# Lost All My Art Of Sona!



## DisconnectedYT (Sep 3, 2016)

As the title says I have lost all the art of my sona Disco :c
I had all the art of him saved on my PC and unfortunately my mum left the oven on when we went out to the beach and it started a huge fire. I was able to save the paper drawings that I made and my laptop but all the art on my PC is lost! :C

IF ANYONE CAN FIND THE ART I UPLOADED IN THREADS TO THIS FOURM I WILL LOVE YOU FOREVER!!!

(P.S if you want to I have no problem with you drawing art of Disco :3 just putting it out there)
(P.P.S Also I just wanted to say that my cat that was in the house at the time is fine as she hid under my dads bed, the fire didn't get to her, I'm a little shaken up but I'm happy that the important stuff is ok)


----------



## Jarren (Sep 3, 2016)

Did the HDD/SSD from your desktop get damaged or destroyed in the fire? If not, you should just be able to hook it up to another machine and recover your stuff that way. If it got wet or burned, however, that's another story.
How bad was the fire? Is the house a total loss or can the damage be repaired?


----------



## DisconnectedYT (Sep 4, 2016)

Jarren said:


> Did the HDD/SSD from your desktop get damaged or destroyed in the fire? If not, you should just be able to hook it up to another machine and recover your stuff that way. If it got wet or burned, however, that's another story.
> How bad was the fire? Is the house a total loss or can the damage be repaired?


House is totally gone so we are knockdown rebuilding and the HDD is burned to a crisp


----------



## Casey Fluffbat (Sep 4, 2016)

Whoa whoa hold up.

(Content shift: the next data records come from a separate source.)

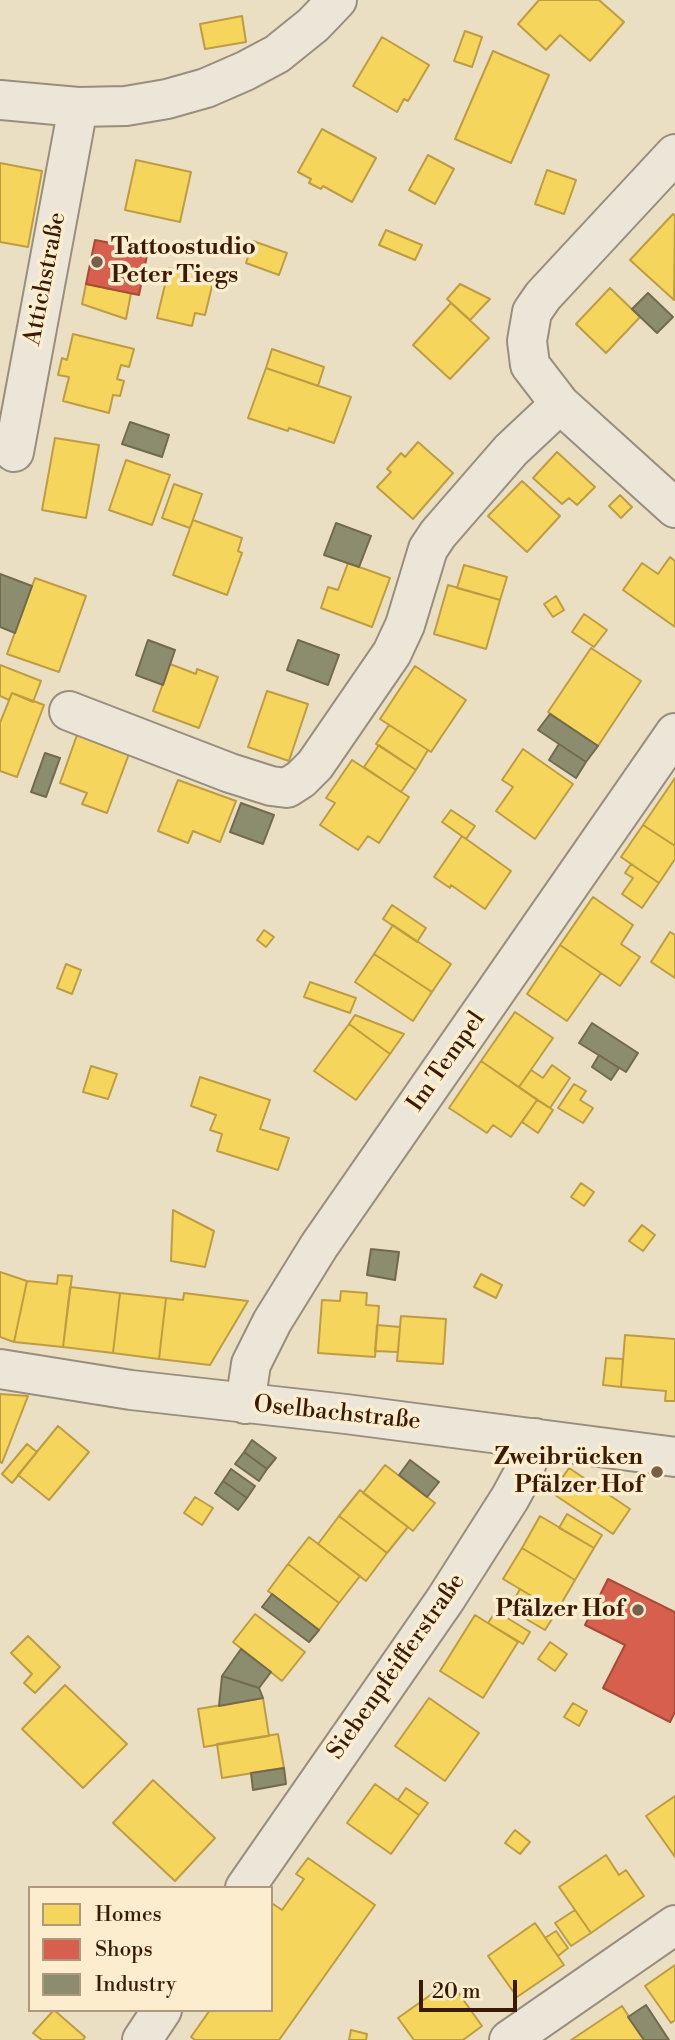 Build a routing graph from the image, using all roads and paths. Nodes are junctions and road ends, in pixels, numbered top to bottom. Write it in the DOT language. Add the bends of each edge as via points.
graph roads {
  1 [pos="337,0"];
  2 [pos="0,100"];
  3 [pos="78,107"];
  4 [pos="675,154"];
  5 [pos="560,404"];
  6 [pos="13,452"];
  7 [pos="675,508"];
  8 [pos="69,711"];
  9 [pos="675,733"];
  10 [pos="0,1369"];
  11 [pos="245,1404"];
  12 [pos="535,1437"];
  13 [pos="675,1457"];
  14 [pos="246,1886"];
  15 [pos="675,1925"];
  16 [pos="161,2012"];
  17 [pos="142,2040"];
  18 [pos="509,2040"];
  1 -- 3 [label="street" via="277,54 206,88 140,104"];
  2 -- 3 [label="street"];
  3 -- 6 [label="street, Attichstraße"];
  4 -- 5 [label="street" via="532,312 527,341 530,365"];
  5 -- 7 [label="street"];
  5 -- 8 [label="street" via="511,450 438,534 428,549 392,653 316,765 287,788 230,773"];
  9 -- 11 [label="street, Im Tempel" via="319,1246 251,1364"];
  10 -- 11 [label="street, Oselbachstraße"];
  11 -- 12 [label="street, Oselbachstraße"];
  12 -- 13 [label="street, Oselbachstraße"];
  12 -- 14 [label="street, Siebenpfeifferstraße" via="510,1498 452,1589"];
  15 -- 18 [label="street"];
  16 -- 17 [label="street"];
}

I don't want to go off track but... How long ago did that happen? I mean, if it happened within the past couple days, I'd be more concerned about helping out and cleaning up the damage.


----------



## Experimentonomen (Sep 6, 2016)

I don't understand how your stationary pc got burned to a crisp while your laptop and paper drawings survived unscaved.


----------



## Nataku (Sep 6, 2016)

Experimentonomen said:


> I don't understand how your stationary pc got burned to a crisp while your laptop and paper drawings survived unscaved.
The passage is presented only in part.